Exercise brief ▸ Where the records below have a line with "Dudley", that line is to be copied.
____ Material supplied
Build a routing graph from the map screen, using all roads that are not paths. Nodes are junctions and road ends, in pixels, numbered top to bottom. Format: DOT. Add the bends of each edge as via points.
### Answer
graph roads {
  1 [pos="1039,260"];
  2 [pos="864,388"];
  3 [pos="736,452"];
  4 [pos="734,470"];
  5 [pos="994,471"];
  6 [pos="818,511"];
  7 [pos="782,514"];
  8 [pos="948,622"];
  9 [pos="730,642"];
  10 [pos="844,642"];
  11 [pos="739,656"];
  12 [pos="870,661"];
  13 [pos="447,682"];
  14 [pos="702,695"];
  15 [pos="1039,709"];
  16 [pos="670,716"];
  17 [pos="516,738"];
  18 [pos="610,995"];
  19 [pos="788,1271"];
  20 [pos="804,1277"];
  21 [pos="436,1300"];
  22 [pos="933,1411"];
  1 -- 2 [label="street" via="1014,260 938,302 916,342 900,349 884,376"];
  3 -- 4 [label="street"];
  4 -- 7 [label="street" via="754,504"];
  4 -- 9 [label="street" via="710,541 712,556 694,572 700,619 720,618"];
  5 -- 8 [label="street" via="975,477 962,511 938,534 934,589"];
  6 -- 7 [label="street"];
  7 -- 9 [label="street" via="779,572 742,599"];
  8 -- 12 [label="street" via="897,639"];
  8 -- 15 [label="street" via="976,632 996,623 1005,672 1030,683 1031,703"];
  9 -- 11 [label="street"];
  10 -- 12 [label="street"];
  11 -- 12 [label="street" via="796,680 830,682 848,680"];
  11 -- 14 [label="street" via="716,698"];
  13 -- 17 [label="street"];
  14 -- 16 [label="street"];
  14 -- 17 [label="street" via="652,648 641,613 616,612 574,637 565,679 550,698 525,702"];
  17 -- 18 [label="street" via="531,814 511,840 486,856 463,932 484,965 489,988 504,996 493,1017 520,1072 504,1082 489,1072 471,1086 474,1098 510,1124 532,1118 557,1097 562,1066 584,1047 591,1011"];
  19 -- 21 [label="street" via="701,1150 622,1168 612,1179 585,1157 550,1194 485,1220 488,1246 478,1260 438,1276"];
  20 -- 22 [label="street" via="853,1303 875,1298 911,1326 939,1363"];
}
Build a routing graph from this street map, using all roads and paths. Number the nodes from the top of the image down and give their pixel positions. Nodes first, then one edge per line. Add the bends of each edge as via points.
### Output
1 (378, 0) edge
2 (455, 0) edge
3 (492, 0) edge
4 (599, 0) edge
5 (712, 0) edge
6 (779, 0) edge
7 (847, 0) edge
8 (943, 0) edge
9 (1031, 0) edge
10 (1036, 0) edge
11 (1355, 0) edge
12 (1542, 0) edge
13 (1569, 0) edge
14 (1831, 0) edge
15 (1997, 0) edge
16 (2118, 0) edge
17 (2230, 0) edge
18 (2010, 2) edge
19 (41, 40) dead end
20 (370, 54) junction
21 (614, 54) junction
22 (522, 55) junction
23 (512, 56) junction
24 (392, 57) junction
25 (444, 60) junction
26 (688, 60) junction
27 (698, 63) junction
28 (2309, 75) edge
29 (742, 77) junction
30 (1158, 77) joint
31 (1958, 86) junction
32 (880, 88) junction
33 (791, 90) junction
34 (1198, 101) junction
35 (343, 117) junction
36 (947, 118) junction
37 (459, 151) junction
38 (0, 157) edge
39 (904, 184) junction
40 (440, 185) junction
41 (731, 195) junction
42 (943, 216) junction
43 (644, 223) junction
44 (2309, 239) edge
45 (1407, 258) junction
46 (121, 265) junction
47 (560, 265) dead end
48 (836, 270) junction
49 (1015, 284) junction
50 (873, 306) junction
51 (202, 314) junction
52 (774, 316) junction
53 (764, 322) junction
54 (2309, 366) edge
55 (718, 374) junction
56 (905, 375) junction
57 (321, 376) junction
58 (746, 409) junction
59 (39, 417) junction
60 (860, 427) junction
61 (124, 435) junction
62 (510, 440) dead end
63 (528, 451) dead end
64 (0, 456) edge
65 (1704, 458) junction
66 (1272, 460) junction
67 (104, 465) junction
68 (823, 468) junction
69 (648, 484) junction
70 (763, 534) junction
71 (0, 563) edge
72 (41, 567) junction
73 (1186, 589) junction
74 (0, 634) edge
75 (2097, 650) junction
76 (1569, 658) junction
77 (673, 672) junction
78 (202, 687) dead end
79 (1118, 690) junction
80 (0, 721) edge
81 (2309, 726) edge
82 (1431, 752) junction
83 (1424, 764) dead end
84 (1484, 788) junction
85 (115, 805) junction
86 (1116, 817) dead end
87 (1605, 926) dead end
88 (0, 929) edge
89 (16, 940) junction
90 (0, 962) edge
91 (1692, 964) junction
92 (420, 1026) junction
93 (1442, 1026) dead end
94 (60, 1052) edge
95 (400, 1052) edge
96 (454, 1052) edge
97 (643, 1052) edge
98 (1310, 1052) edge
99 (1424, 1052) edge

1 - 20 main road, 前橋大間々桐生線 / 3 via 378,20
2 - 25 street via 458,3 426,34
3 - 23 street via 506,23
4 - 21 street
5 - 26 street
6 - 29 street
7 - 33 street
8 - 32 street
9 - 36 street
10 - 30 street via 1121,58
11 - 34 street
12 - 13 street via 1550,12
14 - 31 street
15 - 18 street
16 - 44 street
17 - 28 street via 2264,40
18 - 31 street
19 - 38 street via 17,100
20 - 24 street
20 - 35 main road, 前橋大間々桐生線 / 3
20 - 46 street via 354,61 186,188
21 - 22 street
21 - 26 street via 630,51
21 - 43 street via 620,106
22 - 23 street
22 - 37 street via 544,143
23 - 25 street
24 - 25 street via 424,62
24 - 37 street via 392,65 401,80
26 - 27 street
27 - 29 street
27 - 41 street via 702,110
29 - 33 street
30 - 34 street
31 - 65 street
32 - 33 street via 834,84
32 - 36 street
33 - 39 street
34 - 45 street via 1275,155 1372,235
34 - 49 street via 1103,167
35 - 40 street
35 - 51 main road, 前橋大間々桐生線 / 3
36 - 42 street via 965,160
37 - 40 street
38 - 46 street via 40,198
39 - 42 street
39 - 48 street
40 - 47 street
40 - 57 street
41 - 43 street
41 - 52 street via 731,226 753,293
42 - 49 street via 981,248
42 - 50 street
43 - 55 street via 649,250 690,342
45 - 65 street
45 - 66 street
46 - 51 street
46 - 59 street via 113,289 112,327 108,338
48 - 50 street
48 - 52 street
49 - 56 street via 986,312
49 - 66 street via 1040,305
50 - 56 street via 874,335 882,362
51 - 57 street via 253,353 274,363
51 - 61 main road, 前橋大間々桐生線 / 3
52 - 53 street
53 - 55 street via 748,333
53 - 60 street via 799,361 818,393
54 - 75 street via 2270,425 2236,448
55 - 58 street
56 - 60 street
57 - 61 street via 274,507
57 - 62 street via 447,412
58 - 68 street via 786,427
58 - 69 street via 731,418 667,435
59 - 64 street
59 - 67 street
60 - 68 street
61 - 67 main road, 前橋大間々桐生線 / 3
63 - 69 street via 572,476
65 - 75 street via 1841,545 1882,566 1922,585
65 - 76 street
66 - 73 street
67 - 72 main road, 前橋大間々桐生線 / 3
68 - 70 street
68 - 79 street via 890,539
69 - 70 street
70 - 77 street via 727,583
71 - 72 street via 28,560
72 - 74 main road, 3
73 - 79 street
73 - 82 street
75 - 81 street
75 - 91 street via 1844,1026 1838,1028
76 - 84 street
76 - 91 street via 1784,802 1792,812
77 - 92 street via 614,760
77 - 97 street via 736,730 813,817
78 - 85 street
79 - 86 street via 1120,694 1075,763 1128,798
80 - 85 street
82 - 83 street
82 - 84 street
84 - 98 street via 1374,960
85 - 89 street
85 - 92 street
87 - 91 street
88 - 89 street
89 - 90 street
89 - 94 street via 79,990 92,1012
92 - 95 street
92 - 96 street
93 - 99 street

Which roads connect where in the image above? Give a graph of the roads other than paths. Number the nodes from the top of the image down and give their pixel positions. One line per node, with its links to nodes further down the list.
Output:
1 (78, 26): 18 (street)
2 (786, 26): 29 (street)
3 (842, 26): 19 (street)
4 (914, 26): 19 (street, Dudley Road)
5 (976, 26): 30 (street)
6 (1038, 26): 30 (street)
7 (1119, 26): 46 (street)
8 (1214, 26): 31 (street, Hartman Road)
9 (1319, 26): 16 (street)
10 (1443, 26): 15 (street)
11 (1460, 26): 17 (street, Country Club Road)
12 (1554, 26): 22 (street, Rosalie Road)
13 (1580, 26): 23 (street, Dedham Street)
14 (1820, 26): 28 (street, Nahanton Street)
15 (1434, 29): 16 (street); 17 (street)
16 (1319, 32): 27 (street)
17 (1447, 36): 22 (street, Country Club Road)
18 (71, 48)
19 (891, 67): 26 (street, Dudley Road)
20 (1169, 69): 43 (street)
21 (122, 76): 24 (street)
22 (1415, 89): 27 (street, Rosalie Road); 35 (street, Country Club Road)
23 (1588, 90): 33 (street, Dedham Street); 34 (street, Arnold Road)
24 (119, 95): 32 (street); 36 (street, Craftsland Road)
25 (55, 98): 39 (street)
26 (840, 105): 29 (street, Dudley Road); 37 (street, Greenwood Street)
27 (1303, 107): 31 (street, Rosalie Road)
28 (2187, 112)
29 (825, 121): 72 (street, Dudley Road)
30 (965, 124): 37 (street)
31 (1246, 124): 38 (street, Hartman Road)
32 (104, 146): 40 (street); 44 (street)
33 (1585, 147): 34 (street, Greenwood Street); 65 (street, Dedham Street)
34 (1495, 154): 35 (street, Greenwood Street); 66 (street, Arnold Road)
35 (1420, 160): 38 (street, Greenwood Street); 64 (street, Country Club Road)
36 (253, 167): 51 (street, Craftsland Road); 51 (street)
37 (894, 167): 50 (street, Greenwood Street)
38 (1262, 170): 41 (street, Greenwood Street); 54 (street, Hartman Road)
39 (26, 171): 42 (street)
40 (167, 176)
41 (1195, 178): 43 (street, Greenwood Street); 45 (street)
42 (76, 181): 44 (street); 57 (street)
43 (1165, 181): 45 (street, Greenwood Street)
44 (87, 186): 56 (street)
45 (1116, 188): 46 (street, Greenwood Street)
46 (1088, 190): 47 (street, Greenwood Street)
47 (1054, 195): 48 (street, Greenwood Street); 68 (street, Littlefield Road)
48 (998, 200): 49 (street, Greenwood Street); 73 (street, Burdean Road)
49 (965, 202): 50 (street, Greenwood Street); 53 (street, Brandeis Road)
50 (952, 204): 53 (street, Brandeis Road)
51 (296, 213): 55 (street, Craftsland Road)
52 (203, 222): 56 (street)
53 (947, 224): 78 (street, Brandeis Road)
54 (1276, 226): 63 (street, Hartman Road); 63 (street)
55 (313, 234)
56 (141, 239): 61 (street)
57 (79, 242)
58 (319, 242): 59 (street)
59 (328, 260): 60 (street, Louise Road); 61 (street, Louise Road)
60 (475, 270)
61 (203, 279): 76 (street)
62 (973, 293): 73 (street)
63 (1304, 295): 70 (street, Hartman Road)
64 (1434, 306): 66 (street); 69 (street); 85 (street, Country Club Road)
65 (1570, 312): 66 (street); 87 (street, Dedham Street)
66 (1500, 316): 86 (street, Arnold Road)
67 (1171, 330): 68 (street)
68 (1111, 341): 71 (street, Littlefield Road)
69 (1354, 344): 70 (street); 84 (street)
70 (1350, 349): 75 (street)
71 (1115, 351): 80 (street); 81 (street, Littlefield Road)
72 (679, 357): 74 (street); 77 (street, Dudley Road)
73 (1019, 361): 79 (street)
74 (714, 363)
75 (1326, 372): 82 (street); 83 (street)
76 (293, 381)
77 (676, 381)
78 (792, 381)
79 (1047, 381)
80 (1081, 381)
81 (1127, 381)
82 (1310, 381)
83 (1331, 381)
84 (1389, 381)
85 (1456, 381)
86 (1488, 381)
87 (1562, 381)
________
Finished exercise ▸
4 (914, 26): 19 (street, Dudley Road)
19 (891, 67): 26 (street, Dudley Road)
26 (840, 105): 29 (street, Dudley Road); 37 (street, Greenwood Street)
29 (825, 121): 72 (street, Dudley Road)
72 (679, 357): 74 (street); 77 (street, Dudley Road)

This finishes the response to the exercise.